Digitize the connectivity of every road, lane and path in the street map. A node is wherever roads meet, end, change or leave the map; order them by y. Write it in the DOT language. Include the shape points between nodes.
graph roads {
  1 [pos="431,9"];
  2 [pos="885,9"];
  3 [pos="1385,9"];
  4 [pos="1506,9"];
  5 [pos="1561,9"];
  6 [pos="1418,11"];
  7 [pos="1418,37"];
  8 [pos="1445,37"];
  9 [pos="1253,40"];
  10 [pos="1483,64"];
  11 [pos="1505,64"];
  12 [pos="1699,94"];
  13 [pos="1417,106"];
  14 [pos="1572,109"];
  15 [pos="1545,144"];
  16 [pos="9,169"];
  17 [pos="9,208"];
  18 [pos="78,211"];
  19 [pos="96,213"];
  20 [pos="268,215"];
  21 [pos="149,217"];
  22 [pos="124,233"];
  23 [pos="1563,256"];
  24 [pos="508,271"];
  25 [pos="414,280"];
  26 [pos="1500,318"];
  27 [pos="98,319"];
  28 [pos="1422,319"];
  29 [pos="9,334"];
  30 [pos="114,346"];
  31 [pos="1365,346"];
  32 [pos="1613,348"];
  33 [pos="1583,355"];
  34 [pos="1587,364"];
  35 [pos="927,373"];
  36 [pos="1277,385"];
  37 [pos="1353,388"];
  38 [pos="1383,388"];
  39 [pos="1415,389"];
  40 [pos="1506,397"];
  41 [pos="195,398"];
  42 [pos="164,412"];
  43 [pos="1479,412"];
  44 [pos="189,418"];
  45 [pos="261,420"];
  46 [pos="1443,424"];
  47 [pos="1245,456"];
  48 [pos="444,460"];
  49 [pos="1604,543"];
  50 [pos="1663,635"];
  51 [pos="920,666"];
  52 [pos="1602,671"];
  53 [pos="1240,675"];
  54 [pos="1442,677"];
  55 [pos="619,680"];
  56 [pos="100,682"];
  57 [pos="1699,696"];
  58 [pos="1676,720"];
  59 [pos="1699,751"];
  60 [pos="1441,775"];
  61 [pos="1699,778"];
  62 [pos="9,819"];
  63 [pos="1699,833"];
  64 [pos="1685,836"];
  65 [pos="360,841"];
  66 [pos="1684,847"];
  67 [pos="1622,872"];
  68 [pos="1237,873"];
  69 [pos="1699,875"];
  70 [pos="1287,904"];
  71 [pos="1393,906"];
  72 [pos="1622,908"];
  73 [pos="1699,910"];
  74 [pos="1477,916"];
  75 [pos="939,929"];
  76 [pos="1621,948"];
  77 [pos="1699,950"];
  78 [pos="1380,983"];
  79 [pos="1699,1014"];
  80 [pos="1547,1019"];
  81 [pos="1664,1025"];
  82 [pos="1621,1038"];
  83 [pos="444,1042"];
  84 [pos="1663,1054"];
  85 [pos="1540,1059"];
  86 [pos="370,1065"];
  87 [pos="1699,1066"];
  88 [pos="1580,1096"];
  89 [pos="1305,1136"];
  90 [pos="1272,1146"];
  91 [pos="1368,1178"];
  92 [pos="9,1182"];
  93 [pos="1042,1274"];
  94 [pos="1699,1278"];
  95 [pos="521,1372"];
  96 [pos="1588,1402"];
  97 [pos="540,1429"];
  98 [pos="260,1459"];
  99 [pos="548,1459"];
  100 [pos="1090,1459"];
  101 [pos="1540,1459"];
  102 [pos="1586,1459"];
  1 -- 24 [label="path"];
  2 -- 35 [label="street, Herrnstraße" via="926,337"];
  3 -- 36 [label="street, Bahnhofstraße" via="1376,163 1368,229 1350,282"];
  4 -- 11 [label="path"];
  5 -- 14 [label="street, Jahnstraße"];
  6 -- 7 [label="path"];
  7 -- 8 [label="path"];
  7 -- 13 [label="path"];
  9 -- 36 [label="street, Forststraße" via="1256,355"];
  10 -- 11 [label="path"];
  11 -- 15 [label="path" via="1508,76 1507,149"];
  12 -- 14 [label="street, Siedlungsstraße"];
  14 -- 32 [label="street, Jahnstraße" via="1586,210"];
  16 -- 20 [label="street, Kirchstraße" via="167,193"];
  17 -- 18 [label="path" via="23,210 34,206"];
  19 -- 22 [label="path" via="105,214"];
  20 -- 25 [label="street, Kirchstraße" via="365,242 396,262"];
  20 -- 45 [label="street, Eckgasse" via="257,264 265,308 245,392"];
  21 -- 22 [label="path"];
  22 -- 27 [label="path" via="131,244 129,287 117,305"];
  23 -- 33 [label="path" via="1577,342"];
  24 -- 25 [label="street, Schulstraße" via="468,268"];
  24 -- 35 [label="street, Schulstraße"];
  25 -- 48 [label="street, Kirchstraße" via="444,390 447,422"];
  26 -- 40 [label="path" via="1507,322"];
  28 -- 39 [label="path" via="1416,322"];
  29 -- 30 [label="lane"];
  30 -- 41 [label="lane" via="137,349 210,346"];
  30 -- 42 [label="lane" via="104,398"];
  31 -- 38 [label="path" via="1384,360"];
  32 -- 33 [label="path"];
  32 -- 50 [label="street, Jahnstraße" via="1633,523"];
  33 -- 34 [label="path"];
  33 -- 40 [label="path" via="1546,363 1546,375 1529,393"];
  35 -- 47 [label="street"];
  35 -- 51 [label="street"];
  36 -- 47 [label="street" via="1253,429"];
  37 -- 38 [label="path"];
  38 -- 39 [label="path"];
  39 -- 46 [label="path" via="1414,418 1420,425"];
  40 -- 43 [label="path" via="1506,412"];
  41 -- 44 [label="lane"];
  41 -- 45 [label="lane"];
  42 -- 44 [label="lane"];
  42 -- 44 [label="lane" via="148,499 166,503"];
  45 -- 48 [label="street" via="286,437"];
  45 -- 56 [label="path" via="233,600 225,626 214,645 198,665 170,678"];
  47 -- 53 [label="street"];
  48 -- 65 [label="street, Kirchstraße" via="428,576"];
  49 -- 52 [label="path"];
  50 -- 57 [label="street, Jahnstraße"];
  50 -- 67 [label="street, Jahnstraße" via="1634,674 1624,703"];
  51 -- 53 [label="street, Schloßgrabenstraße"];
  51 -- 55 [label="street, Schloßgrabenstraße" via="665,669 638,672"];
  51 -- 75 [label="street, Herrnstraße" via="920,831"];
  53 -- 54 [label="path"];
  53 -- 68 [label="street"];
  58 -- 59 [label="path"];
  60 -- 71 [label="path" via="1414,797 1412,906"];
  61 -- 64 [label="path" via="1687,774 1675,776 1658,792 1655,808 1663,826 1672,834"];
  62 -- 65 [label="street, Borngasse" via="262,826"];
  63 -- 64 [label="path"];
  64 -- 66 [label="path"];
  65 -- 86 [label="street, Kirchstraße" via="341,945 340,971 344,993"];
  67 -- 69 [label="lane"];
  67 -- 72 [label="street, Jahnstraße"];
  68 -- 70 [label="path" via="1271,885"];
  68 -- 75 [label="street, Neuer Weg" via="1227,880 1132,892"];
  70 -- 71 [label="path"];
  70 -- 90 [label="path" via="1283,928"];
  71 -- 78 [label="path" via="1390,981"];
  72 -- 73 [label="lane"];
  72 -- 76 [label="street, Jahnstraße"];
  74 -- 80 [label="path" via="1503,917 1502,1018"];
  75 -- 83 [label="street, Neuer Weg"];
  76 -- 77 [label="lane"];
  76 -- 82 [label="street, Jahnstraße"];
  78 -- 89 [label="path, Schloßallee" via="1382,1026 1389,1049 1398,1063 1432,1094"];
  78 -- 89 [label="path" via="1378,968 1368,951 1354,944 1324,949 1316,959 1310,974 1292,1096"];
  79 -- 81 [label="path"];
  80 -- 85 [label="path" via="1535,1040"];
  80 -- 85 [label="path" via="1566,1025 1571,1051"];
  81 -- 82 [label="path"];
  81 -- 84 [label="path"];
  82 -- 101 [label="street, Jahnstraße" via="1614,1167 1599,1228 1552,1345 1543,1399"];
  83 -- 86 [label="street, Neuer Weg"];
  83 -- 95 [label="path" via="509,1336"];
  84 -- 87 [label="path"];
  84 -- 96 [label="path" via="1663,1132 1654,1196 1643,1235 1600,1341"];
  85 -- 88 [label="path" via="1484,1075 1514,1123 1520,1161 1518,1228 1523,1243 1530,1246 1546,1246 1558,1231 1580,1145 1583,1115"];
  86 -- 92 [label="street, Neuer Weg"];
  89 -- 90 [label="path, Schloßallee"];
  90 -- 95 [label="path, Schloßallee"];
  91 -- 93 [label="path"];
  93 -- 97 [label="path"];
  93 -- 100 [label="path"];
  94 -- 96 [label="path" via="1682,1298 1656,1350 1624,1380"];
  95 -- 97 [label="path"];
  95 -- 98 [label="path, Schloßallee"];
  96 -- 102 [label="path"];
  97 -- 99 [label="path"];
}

## To do:
A single number is required: how many lines in the material above include the string "Schulstraße".

## Expected answer:
2